[Data for the task Boundary: Start]
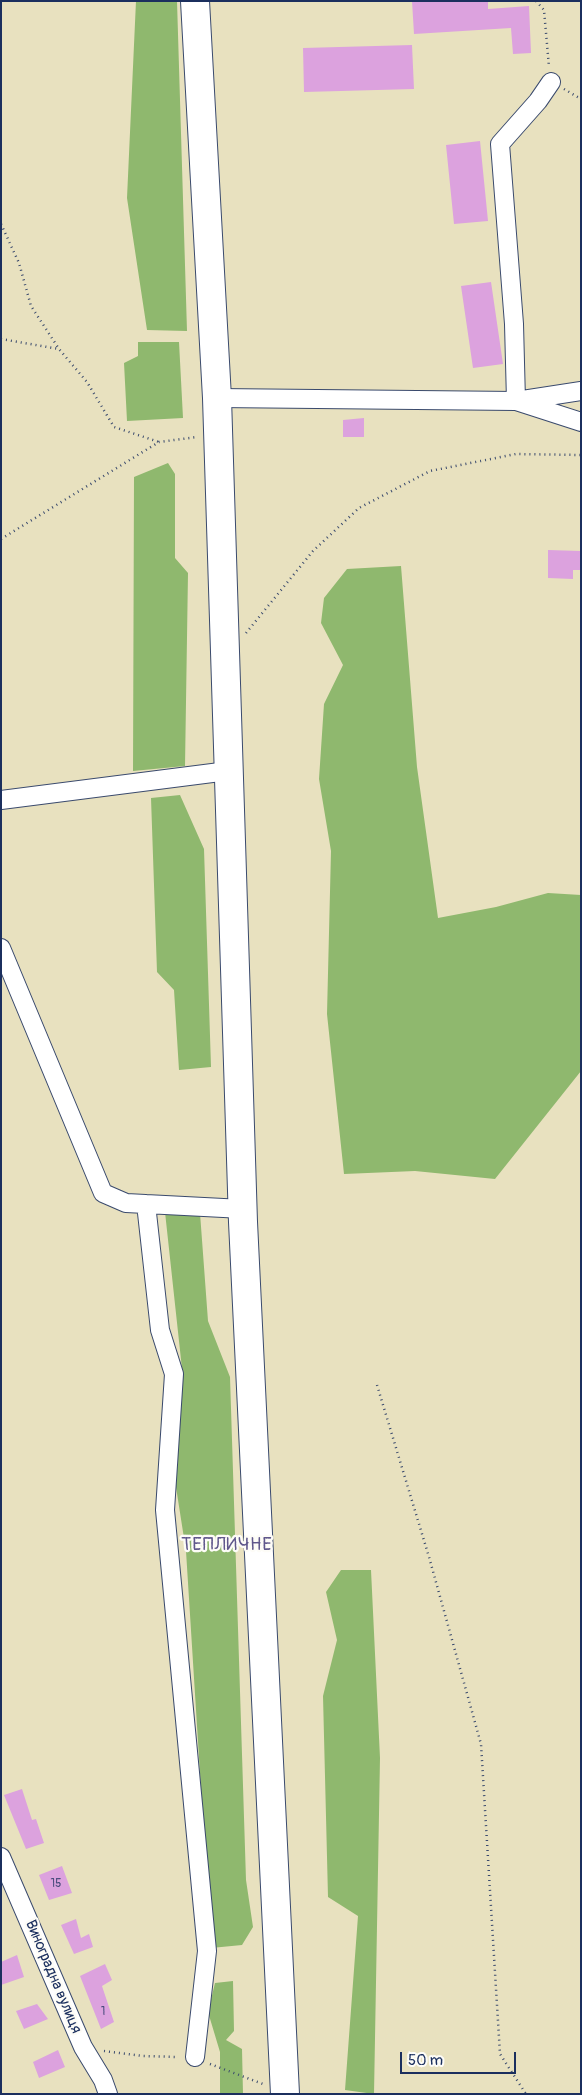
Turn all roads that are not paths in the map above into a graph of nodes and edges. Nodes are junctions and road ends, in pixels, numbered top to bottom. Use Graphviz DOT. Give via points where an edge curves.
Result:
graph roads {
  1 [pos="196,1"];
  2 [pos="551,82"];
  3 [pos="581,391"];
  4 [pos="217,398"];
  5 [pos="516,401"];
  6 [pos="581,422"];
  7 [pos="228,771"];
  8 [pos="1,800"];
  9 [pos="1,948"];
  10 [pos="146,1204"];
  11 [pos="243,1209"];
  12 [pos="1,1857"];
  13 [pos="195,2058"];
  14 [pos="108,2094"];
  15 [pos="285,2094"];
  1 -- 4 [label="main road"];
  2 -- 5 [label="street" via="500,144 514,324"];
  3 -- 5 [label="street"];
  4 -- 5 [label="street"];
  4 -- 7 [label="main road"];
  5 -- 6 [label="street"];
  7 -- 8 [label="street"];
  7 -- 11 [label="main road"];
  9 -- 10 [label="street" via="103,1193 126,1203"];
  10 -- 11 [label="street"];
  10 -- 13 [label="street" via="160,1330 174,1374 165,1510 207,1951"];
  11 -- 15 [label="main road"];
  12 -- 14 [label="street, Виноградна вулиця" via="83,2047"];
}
[Data for the task Boundary: End]
* Try it *
A verbatim copy of the data, with all pictures omitted, is the required output.

* Task output *
Turn all roads that are not paths in the map above into a graph of nodes and edges. Nodes are junctions and road ends, in pixels, numbered top to bottom. Use Graphviz DOT. Give via points where an edge curves.
Result:
graph roads {
  1 [pos="196,1"];
  2 [pos="551,82"];
  3 [pos="581,391"];
  4 [pos="217,398"];
  5 [pos="516,401"];
  6 [pos="581,422"];
  7 [pos="228,771"];
  8 [pos="1,800"];
  9 [pos="1,948"];
  10 [pos="146,1204"];
  11 [pos="243,1209"];
  12 [pos="1,1857"];
  13 [pos="195,2058"];
  14 [pos="108,2094"];
  15 [pos="285,2094"];
  1 -- 4 [label="main road"];
  2 -- 5 [label="street" via="500,144 514,324"];
  3 -- 5 [label="street"];
  4 -- 5 [label="street"];
  4 -- 7 [label="main road"];
  5 -- 6 [label="street"];
  7 -- 8 [label="street"];
  7 -- 11 [label="main road"];
  9 -- 10 [label="street" via="103,1193 126,1203"];
  10 -- 11 [label="street"];
  10 -- 13 [label="street" via="160,1330 174,1374 165,1510 207,1951"];
  11 -- 15 [label="main road"];
  12 -- 14 [label="street, Виноградна вулиця" via="83,2047"];
}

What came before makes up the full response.